## Requirement
Beginning at the top of the entries below, retype each line exactly until the line containing "index pip: (179, 489)" has been written out; include no pictures and no later lines.

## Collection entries
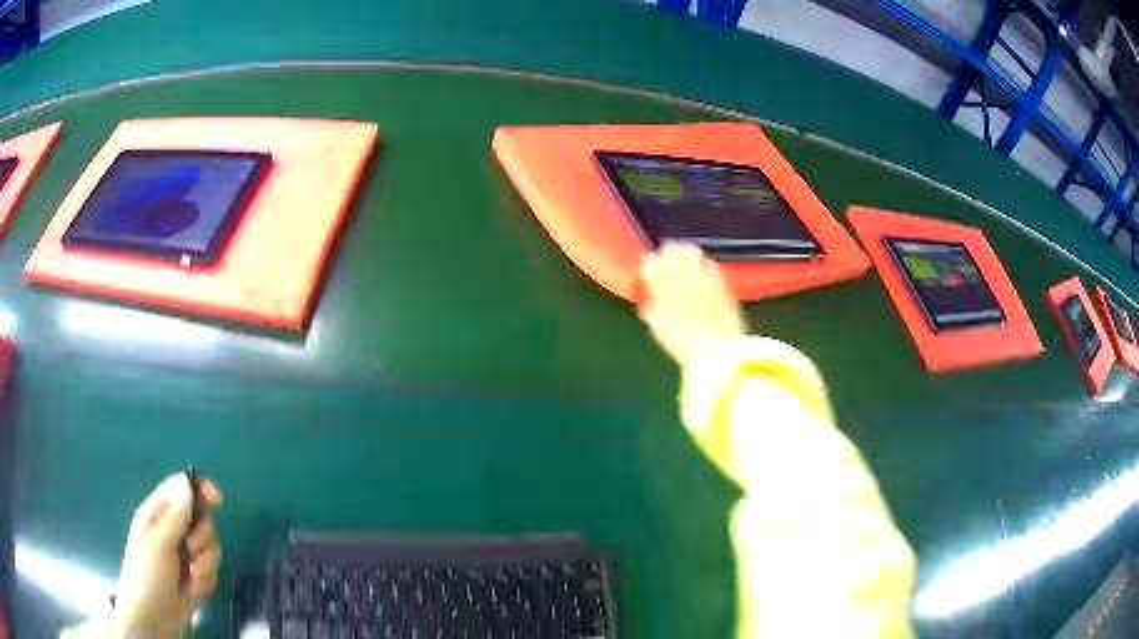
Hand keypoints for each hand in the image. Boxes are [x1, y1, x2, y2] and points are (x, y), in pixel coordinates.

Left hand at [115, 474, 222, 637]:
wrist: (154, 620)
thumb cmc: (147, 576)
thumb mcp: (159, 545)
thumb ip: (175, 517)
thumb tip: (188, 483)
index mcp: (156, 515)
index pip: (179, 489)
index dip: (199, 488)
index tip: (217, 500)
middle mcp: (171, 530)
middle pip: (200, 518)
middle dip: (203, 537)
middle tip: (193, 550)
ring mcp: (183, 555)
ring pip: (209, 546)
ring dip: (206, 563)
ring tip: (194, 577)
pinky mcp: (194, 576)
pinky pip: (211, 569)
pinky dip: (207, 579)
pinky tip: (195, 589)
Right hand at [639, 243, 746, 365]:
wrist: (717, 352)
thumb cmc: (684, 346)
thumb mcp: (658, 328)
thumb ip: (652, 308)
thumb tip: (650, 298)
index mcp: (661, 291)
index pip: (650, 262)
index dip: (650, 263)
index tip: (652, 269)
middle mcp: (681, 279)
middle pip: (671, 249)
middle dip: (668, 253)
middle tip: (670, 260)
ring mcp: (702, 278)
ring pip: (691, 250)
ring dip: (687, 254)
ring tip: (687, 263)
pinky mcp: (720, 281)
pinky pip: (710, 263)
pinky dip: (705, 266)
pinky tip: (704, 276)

## Answer to this exercise
Hand keypoints for each hand in the image. Boxes are [x1, y1, x2, y2] and points are (x, y), in pixel coordinates.

Left hand at [115, 474, 222, 637]:
wrist: (154, 620)
thumb cmc: (147, 576)
thumb mcp: (159, 545)
thumb ip: (175, 517)
thumb tip: (188, 483)
index mcp: (156, 515)
index pip: (179, 489)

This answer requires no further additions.